What the task asks:
If a line below contains the string "ซอยอ", copy it out.

Recorded information:
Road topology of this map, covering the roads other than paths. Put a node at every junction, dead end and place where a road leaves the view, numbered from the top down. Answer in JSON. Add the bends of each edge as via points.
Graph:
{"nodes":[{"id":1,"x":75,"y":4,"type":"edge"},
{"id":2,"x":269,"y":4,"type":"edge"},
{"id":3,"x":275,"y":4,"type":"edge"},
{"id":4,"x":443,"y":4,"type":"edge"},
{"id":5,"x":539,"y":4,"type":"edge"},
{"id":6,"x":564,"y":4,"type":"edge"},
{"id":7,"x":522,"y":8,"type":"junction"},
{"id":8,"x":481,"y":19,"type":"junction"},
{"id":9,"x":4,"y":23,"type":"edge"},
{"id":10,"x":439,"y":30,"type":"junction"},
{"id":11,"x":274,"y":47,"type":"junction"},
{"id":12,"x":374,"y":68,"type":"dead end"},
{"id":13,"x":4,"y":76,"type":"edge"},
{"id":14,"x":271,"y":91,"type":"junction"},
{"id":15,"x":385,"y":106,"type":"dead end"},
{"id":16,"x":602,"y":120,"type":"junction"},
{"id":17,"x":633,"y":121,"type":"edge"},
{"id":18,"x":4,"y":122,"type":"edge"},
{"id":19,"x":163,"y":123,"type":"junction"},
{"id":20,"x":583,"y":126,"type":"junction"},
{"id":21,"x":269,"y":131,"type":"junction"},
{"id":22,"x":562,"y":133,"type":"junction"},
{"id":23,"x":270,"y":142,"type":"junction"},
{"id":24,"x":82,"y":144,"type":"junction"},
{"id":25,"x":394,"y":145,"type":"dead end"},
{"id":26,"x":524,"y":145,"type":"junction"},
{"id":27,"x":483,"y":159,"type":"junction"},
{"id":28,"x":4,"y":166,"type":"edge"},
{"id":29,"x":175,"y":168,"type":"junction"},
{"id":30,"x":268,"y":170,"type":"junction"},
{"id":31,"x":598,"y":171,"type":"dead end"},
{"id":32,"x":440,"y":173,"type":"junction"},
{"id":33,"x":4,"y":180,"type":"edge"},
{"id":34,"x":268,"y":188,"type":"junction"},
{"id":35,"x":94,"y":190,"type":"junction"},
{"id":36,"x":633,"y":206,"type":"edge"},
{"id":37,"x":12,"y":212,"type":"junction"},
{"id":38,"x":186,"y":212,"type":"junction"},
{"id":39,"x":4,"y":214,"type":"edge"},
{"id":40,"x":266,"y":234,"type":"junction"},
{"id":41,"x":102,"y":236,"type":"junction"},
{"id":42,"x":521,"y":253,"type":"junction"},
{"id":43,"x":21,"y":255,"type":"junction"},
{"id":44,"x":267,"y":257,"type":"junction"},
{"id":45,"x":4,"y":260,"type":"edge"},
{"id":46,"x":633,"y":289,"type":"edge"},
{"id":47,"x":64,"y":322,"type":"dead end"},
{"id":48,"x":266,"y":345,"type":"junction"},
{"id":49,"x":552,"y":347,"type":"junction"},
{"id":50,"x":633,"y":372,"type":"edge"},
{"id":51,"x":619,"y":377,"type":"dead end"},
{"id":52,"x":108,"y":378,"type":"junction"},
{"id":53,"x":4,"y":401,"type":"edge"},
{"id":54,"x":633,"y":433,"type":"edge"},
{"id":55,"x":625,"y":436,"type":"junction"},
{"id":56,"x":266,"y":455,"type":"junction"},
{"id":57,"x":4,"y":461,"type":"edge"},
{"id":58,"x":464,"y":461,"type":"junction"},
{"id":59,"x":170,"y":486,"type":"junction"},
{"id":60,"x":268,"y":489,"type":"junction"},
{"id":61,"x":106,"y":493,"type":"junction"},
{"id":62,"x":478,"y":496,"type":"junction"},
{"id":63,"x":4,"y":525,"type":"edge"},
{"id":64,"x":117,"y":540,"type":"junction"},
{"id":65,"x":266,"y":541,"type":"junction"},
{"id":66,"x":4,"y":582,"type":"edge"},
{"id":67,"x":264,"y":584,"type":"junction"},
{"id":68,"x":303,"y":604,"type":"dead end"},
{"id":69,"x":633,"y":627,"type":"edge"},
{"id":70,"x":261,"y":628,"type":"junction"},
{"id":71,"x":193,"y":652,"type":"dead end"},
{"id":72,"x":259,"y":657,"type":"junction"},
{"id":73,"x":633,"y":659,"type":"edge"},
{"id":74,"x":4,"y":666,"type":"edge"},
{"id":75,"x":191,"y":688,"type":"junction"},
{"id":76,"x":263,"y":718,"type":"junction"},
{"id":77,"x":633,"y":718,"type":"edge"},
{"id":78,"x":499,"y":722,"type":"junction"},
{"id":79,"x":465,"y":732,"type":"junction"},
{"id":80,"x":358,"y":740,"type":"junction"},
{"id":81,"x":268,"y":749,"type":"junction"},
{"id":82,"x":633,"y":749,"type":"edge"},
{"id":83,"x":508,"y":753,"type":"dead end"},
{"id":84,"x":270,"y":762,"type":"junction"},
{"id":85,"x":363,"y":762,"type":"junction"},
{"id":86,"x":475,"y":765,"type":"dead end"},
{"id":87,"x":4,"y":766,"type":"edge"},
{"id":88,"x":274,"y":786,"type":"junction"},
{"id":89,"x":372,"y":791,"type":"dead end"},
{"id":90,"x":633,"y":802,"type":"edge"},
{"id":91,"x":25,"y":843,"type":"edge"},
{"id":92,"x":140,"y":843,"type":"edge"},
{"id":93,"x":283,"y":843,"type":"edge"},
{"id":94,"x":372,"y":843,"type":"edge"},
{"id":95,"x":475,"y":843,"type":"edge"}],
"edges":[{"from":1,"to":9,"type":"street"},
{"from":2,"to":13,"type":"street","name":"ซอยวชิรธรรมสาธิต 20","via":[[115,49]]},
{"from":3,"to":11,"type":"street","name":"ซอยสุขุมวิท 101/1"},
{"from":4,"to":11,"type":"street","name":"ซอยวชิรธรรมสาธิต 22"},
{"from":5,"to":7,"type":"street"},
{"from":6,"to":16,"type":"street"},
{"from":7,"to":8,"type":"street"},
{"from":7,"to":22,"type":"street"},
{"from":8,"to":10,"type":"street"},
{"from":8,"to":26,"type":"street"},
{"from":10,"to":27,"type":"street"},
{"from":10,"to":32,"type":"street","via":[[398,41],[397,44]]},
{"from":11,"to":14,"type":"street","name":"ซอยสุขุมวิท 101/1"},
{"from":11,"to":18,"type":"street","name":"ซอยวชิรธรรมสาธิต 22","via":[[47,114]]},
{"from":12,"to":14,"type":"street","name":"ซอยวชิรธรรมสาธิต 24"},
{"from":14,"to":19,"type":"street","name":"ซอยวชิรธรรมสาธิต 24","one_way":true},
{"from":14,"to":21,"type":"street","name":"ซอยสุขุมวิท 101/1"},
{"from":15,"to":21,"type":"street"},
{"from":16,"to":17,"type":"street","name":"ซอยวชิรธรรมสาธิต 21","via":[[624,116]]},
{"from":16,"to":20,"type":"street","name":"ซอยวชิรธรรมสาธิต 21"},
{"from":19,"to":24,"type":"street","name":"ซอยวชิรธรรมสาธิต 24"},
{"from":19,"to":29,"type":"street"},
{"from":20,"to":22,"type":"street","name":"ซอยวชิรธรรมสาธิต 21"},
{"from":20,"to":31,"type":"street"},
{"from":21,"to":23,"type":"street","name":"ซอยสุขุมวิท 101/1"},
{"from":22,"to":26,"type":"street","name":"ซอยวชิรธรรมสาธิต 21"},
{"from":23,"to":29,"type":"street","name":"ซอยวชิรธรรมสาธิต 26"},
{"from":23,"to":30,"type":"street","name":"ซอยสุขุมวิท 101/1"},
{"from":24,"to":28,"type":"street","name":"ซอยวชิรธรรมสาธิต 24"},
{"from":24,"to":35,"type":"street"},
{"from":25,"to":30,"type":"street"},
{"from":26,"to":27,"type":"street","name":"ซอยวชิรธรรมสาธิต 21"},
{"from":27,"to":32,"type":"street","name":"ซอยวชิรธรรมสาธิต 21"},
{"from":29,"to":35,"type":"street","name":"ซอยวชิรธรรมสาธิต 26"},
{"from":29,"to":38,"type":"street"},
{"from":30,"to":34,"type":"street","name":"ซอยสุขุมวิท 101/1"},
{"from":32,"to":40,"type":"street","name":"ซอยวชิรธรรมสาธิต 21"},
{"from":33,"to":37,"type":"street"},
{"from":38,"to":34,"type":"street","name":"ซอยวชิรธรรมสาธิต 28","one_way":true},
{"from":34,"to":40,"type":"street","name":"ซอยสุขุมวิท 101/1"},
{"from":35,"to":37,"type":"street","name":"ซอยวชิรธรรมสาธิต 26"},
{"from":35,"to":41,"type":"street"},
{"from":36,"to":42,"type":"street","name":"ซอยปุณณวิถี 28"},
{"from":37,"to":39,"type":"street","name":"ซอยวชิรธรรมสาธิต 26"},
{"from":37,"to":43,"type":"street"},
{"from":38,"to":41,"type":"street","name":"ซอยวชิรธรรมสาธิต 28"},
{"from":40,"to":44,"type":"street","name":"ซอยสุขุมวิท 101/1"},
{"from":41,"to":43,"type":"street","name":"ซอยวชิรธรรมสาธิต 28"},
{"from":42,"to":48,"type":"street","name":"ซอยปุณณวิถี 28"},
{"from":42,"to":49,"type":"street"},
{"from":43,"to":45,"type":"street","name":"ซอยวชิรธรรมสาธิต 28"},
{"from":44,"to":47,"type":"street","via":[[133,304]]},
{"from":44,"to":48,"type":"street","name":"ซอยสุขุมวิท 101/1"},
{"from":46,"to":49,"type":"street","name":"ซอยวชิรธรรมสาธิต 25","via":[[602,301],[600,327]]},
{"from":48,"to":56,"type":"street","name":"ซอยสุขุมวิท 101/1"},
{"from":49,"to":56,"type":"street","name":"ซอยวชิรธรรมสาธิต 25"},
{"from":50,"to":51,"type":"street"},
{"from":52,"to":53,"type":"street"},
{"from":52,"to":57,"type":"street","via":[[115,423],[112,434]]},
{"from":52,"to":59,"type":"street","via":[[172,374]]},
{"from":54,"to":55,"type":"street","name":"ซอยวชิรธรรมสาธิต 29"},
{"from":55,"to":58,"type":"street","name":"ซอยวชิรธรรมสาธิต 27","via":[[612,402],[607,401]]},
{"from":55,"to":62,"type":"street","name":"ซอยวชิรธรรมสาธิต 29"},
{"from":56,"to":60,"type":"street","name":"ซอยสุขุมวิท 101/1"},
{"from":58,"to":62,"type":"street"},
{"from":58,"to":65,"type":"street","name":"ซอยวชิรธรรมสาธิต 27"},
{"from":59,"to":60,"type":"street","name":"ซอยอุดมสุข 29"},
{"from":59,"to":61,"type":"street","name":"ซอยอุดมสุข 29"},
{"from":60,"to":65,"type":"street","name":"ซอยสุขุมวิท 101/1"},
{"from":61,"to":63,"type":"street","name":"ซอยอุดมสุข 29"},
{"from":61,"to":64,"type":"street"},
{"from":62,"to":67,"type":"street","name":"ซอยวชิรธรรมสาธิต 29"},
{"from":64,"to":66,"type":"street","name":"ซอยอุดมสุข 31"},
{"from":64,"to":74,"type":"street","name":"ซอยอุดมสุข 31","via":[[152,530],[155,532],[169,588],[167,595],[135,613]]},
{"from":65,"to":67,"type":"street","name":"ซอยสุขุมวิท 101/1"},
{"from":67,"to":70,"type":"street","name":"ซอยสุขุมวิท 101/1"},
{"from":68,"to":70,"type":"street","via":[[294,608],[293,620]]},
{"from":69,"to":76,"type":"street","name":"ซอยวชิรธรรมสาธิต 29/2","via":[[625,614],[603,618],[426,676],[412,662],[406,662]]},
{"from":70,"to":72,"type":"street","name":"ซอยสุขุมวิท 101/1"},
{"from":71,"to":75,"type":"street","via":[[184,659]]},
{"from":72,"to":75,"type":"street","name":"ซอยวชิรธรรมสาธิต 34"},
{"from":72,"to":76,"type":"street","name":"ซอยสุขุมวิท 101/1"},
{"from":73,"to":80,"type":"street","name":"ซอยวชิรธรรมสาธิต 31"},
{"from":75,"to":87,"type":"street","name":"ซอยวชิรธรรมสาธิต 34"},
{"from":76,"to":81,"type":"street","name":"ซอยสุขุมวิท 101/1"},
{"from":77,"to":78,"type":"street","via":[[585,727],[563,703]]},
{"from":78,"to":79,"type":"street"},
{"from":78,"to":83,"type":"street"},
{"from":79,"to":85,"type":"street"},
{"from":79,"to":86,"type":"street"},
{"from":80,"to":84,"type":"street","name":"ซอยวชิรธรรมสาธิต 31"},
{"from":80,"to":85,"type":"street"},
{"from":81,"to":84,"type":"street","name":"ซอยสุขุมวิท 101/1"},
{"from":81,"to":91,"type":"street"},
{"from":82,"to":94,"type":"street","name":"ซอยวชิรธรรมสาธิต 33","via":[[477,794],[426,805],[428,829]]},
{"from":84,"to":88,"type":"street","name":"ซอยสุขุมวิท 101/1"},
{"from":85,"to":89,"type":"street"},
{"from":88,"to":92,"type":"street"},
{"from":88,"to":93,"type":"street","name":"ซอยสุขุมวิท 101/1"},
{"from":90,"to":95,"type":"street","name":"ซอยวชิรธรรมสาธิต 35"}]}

Exercise result:
{"from":59,"to":60,"type":"street","name":"ซอยอุดมสุข 29"},
{"from":59,"to":61,"type":"street","name":"ซอยอุดมสุข 29"},
{"from":61,"to":63,"type":"street","name":"ซอยอุดมสุข 29"},
{"from":64,"to":66,"type":"street","name":"ซอยอุดมสุข 31"},
{"from":64,"to":74,"type":"street","name":"ซอยอุดมสุข 31","via":[[152,530],[155,532],[169,588],[167,595],[135,613]]},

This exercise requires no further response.